Again, Masters said, the problem really comes down to more water coming from above.

“We’re seeing heavier rains and it’s overwhelming the systems that were never designed for this volume of water,” he said. “If it’s downhill from the property, there’s nothing that can be done from our end, and if there’s a vacant house, there’s nothing we can do to go after anyone. If they try to proceed civilly a court would say the same thing.”

PINE TRACE

On Pine Trace, a years-old dilemma is cropping up again for Martha Redginger.

A pipe that runs through a township easement connects Inwood Drive and Pine Trace Drive to the township stormwater system.

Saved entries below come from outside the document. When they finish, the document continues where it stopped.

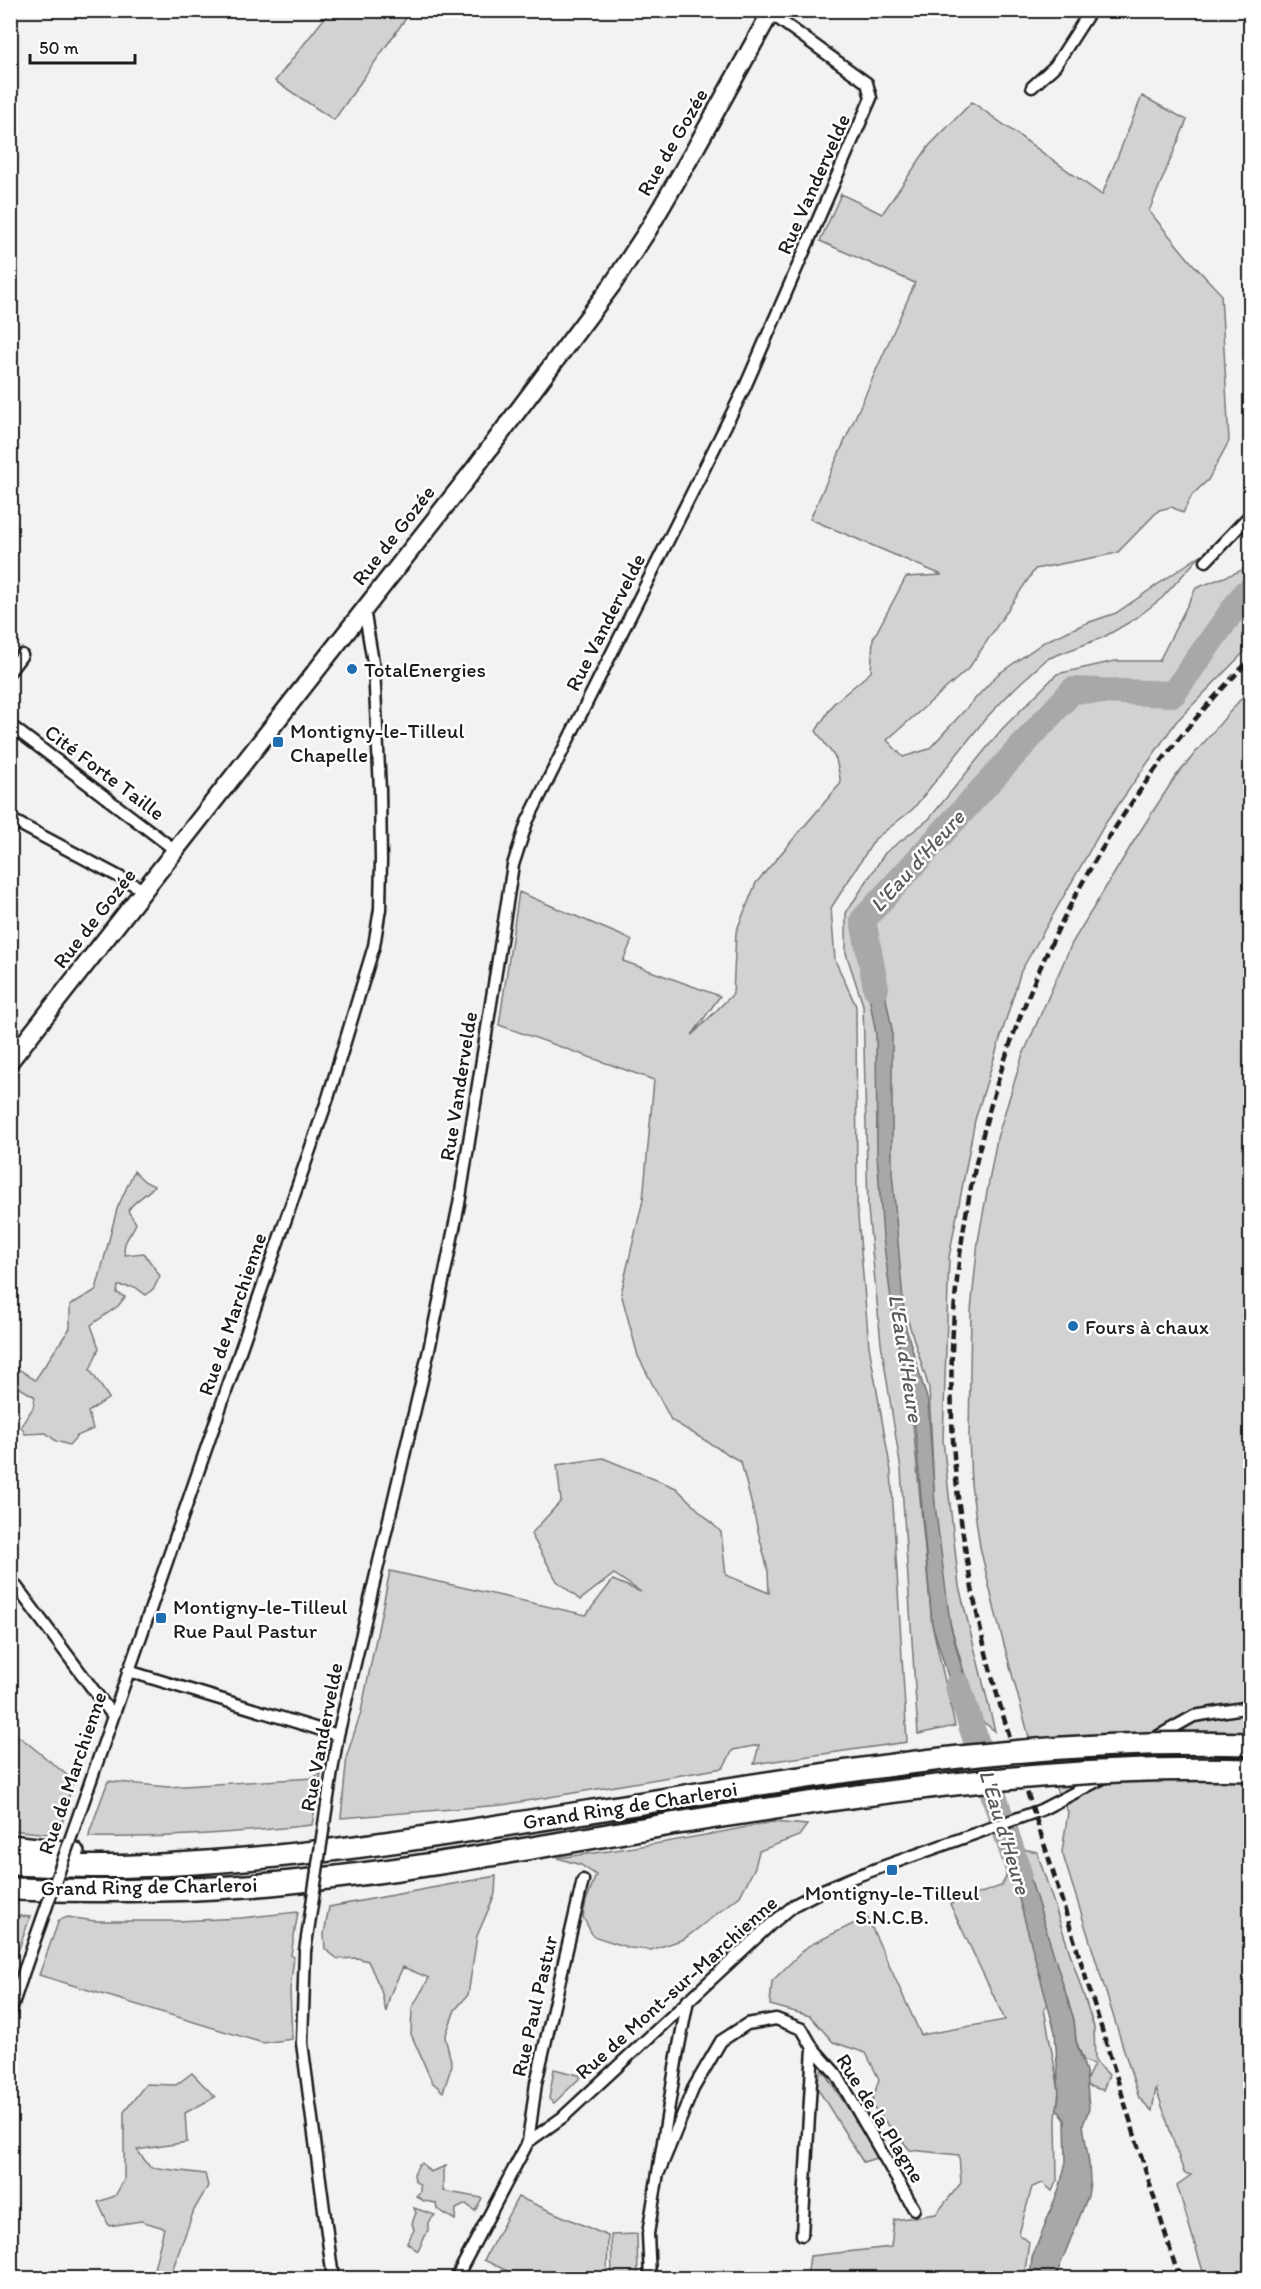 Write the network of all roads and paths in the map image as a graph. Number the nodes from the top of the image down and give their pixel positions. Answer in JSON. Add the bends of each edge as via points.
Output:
{"nodes":[{"id":1,"x":1091,"y":10,"type":"edge"},
{"id":2,"x":771,"y":12,"type":"edge"},
{"id":3,"x":1032,"y":87,"type":"dead end"},
{"id":4,"x":1251,"y":515,"type":"edge"},
{"id":5,"x":1206,"y":561,"type":"dead end"},
{"id":6,"x":364,"y":609,"type":"junction"},
{"id":7,"x":22,"y":655,"type":"dead end"},
{"id":8,"x":10,"y":671,"type":"edge"},
{"id":9,"x":10,"y":724,"type":"edge"},
{"id":10,"x":10,"y":819,"type":"edge"},
{"id":11,"x":175,"y":850,"type":"junction"},
{"id":12,"x":144,"y":891,"type":"junction"},
{"id":13,"x":10,"y":1061,"type":"edge"},
{"id":14,"x":10,"y":1578,"type":"edge"},
{"id":15,"x":128,"y":1671,"type":"junction"},
{"id":16,"x":1251,"y":1707,"type":"edge"},
{"id":17,"x":113,"y":1716,"type":"junction"},
{"id":18,"x":338,"y":1736,"type":"junction"},
{"id":19,"x":1251,"y":1744,"type":"edge"},
{"id":20,"x":1251,"y":1770,"type":"edge"},
{"id":21,"x":10,"y":1846,"type":"edge"},
{"id":22,"x":10,"y":1864,"type":"edge"},
{"id":23,"x":132,"y":1867,"type":"junction"},
{"id":24,"x":583,"y":1880,"type":"dead end"},
{"id":25,"x":10,"y":1889,"type":"edge"},
{"id":26,"x":688,"y":2000,"type":"junction"},
{"id":27,"x":10,"y":2013,"type":"edge"},
{"id":28,"x":813,"y":2048,"type":"junction"},
{"id":29,"x":528,"y":2142,"type":"junction"},
{"id":30,"x":659,"y":2172,"type":"junction"},
{"id":31,"x":914,"y":2209,"type":"dead end"},
{"id":32,"x":802,"y":2235,"type":"dead end"},
{"id":33,"x":333,"y":2278,"type":"edge"},
{"id":34,"x":456,"y":2278,"type":"edge"},
{"id":35,"x":650,"y":2278,"type":"edge"}],
"edges":[{"from":1,"to":3,"type":"street","via":[[1055,66]]},
{"from":2,"to":6,"type":"main road","name":"Rue de Gozée","via":[[648,230],[612,285]]},
{"from":2,"to":18,"type":"street","name":"Rue Vandervelde","via":[[867,83],[871,98],[745,387],[546,783],[513,865],[457,1216]]},
{"from":4,"to":5,"type":"street"},
{"from":6,"to":11,"type":"main road","name":"Rue de Gozée"},
{"from":6,"to":15,"type":"street","name":"Rue de Marchienne","via":[[374,668],[380,790],[380,909],[374,946],[328,1098]]},
{"from":7,"to":8,"type":"street"},
{"from":9,"to":11,"type":"street","name":"Cité Forte Taille"},
{"from":10,"to":12,"type":"street"},
{"from":11,"to":12,"type":"main road","name":"Rue de Gozée"},
{"from":12,"to":13,"type":"main road","name":"Rue de Gozée"},
{"from":14,"to":17,"type":"street"},
{"from":15,"to":17,"type":"street","name":"Rue de Marchienne"},
{"from":15,"to":18,"type":"street"},
{"from":16,"to":26,"type":"street","name":"Rue de Mont-sur-Marchienne","via":[[1194,1716],[1160,1735],[1105,1777],[1041,1810],[854,1877],[796,1904]]},
{"from":17,"to":27,"type":"street","name":"Rue de Marchienne","bridge":true},
{"from":18,"to":33,"type":"street","name":"Rue Vandervelde","bridge":true,"via":[[304,1951],[302,2043]]},
{"from":19,"to":23,"type":"highway","name":"Grand Ring de Charleroi","bridge":true,"via":[[1194,1742],[963,1756],[852,1769],[364,1846],[246,1860]]},
{"from":20,"to":25,"type":"highway","name":"Grand Ring de Charleroi","bridge":true,"via":[[1116,1771],[967,1781],[378,1872],[247,1886],[130,1892]]},
{"from":21,"to":23,"type":"highway","via":[[87,1854]]},
{"from":22,"to":23,"type":"highway","name":"Grand Ring de Charleroi"},
{"from":24,"to":29,"type":"street","name":"Rue Paul Pastur","via":[[536,2083]]},
{"from":26,"to":29,"type":"street","name":"Rue de Mont-sur-Marchienne","via":[[563,2117]]},
{"from":26,"to":30,"type":"street","name":"Rue de la Plagne"},
{"from":28,"to":30,"type":"street","name":"Rue de la Plagne","via":[[802,2029],[776,2019],[747,2024],[721,2041],[693,2089]]},
{"from":28,"to":31,"type":"street","name":"Rue de la Plagne","via":[[837,2075]]},
{"from":28,"to":32,"type":"street","name":"Rue de la Plagne"},
{"from":29,"to":34,"type":"street","name":"Rue de Mont-sur-Marchienne"},
{"from":30,"to":35,"type":"street","name":"Rue de la Plagne","via":[[648,2234]]}]}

On the surface above that pipe water is gathering in Redginger’s back yard. She said it happened several years ago and the yard had to be dug up.

At that point, a 24-inch pipe meets with an 18-inch pipe, which in turn feeds back into another 24-inch pipe. But township officials said the pipe is only carrying water through and is not causing water to back up.

D’Apolito and Zoning Inspector Dominic Moltchan said the issue is one of simple grading, which means it is effectively Redginger’s problem to fix.

“Somehow the developer or homeowner added grates, but that’s not something we’re required to maintain,” D’Apolito said. “Our collection system exists to make sure roads don’t flood. We convey water from property owners all the time where we have capacity to do so. The water there is not making it into the grates. In an older home with an older yard, you have erosion and it’s no longer going to be graded how it was when the home was built.” D’Apolito said the best solution to the problem is to install French drains to guide the excess water into township catch basins.

D’Apolito said it is also important to note that conveying an easement does not necessarily convey responsibility to the township to maintain it.

“There are many undedicated easements on the property, usually just because the developer put the easement there but never completed the process of transferring it to the township for maintenance.”